Perpaduan unik ini menciptakan sensasi rasa yang seimbang dan harmonis. Rasa pedas dari cabai yang ditambahkan berfungsi secara alami untuk meningkatkan nafsu makan dan memperbaiki suasana hati. Kombinasi rasa manis, asam, pedas, gurih, dan terkadang sedikit pahit dari terasi atau petis menciptakan pengalaman rasa yang kompleks dan menggugah selera.
Simbol Kekayaan Buah Tropis Nusantara yang Melimpah
Rujak Buah juga dapat dilihat sebagai cara nenek moyang kita untuk merayakan dan memanfaatkan kekayaan alam tropis yang melimpah ruah sepanjang tahun di Nusantara. Komposisi buah yang digunakan dalam rujak tidak dipilih secara sembarangan. Biasanya, ia terdiri dari kombinasi buah-buahan segar yang menawarkan variasi tekstur dan rasa.

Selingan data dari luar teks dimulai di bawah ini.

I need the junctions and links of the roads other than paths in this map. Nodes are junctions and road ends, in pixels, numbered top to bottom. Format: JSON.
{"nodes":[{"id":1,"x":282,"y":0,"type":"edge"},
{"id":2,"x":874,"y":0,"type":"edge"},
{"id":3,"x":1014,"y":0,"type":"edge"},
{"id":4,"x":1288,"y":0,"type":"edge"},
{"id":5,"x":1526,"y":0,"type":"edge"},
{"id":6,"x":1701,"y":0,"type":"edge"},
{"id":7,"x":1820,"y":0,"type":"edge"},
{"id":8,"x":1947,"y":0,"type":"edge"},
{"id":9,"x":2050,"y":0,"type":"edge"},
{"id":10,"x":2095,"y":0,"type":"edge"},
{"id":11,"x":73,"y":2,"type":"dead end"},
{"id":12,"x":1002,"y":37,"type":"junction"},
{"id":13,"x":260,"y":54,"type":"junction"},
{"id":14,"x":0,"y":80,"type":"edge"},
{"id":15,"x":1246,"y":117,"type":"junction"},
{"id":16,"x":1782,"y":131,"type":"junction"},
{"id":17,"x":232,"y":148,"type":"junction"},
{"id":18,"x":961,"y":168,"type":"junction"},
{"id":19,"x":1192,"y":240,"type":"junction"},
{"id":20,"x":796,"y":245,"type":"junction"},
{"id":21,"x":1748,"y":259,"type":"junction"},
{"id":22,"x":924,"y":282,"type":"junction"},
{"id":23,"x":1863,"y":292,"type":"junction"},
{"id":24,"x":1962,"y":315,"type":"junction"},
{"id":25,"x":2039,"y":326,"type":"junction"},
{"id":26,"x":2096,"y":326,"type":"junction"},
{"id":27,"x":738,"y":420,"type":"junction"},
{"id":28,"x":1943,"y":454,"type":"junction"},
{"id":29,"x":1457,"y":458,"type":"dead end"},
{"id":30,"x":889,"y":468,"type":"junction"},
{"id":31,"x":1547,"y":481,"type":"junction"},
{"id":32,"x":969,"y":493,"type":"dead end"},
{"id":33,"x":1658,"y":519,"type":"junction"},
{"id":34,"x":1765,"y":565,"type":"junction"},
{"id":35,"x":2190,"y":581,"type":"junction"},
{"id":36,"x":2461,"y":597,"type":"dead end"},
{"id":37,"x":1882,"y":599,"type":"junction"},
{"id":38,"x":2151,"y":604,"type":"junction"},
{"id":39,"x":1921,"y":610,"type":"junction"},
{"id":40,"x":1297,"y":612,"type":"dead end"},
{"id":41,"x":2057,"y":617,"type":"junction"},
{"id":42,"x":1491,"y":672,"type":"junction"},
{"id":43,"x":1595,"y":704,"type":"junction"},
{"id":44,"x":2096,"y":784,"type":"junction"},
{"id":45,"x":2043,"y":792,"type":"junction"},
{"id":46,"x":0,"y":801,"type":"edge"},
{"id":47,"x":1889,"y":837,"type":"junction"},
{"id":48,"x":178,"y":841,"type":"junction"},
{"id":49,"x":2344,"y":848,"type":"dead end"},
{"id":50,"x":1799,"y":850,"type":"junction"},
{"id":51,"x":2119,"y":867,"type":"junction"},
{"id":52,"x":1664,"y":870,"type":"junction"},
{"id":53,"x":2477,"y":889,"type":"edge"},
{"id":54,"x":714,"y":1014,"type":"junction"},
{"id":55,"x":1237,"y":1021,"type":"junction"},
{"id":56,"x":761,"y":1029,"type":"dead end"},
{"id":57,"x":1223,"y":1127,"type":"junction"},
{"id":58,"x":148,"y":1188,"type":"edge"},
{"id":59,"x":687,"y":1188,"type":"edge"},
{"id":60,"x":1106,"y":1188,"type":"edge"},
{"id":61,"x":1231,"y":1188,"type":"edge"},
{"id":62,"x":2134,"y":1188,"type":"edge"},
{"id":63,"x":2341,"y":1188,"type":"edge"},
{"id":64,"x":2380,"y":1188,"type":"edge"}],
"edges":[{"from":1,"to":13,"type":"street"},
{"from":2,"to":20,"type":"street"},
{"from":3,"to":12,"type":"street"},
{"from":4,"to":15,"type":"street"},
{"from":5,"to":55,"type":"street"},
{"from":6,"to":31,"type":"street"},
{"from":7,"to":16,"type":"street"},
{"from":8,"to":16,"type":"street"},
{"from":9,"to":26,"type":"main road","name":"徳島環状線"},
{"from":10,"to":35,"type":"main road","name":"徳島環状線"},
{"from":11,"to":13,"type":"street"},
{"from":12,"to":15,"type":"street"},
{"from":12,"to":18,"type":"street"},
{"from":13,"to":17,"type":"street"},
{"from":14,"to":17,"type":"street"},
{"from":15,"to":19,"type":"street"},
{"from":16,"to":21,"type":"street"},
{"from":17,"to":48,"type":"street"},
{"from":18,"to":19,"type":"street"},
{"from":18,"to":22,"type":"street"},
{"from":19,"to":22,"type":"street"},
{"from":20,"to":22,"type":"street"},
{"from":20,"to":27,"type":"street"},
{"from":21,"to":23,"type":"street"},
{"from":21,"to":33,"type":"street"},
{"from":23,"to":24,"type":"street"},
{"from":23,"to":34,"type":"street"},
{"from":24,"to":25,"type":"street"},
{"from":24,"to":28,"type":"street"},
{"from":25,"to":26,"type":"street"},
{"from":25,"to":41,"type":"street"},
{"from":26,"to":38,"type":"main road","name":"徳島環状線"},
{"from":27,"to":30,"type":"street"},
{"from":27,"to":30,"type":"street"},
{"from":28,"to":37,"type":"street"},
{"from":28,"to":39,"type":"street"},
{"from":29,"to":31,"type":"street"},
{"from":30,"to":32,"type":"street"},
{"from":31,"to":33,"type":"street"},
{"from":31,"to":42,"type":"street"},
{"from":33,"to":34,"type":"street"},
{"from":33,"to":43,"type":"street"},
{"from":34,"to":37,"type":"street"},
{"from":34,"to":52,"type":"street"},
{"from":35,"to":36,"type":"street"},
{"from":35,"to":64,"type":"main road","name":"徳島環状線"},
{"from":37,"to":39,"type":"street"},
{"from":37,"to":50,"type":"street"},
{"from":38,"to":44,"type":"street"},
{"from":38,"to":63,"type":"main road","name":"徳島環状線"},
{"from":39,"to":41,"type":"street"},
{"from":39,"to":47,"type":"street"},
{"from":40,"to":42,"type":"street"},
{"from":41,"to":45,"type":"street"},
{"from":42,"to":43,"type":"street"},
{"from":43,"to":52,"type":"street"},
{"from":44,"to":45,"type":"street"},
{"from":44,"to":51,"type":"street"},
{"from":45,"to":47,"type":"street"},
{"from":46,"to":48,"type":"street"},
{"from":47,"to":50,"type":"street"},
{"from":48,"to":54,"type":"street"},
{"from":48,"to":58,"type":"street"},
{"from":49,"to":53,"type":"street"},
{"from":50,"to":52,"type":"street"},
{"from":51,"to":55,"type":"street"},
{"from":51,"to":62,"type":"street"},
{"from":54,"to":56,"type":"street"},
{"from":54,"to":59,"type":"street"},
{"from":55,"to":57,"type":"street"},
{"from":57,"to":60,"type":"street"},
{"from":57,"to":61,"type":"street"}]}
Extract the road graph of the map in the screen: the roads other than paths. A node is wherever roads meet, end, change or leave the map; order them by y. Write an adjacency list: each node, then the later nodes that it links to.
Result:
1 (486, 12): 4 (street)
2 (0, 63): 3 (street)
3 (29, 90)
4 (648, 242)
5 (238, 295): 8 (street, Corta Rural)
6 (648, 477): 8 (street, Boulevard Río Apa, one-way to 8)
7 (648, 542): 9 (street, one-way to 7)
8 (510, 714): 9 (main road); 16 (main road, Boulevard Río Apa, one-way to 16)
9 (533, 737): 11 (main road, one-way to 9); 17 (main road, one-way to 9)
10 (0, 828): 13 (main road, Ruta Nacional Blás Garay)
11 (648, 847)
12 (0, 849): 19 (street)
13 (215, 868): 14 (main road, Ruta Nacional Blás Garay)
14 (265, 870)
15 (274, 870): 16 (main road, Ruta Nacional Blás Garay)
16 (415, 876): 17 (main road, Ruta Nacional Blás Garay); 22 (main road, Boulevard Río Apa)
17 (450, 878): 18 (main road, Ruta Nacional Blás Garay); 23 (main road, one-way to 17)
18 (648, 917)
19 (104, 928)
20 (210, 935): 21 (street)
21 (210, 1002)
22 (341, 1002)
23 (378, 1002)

Misalnya, ada bengkuang yang memberikan sensasi renyah, kedondong yang menawarkan rasa asam segar, hingga nanas yang berair dan manis. Penggunaan pisang klutuk atau pisang batu yang diulek kasar ke dalam bumbu juga merupakan kearifan lokal. Pisang ini dipercaya dapat memberikan tekstur kesat pada bumbu dan secara tradisional dianggap dapat mencegah perut mulas akibat rasa asam yang tajam dari buah-buahan lain.

Variasi tekstur ini memberikan pengalaman makan yang sangat kaya dan dinamis, mulai dari gigitan yang garing hingga sensasi lunak yang meleleh di mulut. Hal ini juga dapat dilihat sebagai bentuk penghargaan terhadap siklus musim buah di Indonesia. Jenis buah yang dirujak akan selalu menyesuaikan dengan musim, di mana jenis buah yang sedang panen melimpah saat itu akan menjadi pilihan utama. Ini menunjukkan kearifan lokal dalam memanfaatkan sumber daya alam secara berkelanjutan.
Camilan Ikonik yang Tetap Digemari Sepanjang Masa
Meskipun saat ini banyak inovasi makanan kekinian bermunculan, Rujak Buah terbukti tidak pernah kehilangan penggemar setianya. Popularitasnya yang abadi menjadi bukti kekuatan rasa dan tradisi yang melekat padanya. Hebatnya, meskipun teknologi dapur semakin canggih, teknik mengulek bumbu secara manual di atas cobek batu masih dianggap sebagai standar emas. Teknik tradisional ini dipercaya mampu menghasilkan aroma dan tekstur saus yang paling autentik dan menggugah selera.

Saat ini, kita dapat menemukan Rujak Buah dalam berbagai varian yang mudah diakses. Mulai dari rujak serut yang disajikan dingin dan menyegarkan, rujak potong yang umum dijajakan di pinggir jalan, hingga berbagai variasi modern yang bahkan telah merambah ke menu hotel berbintang. Fleksibilitas dan kemampuan adaptasi rujak buah inilah yang menjadikannya tetap relevan di era modern.
Kelestarian hidangan ini membuktikan bahwa selera asli Nusantara yang segar, berani, dan kaya rasa akan selalu memiliki tempat spesial di hati masyarakat. Tak peduli seberapa banyak tren makanan baru yang datang dan pergi, Rujak Buah akan selalu dikenang dan dicintai sebagai bagian tak terpisahkan dari identitas kuliner Indonesia.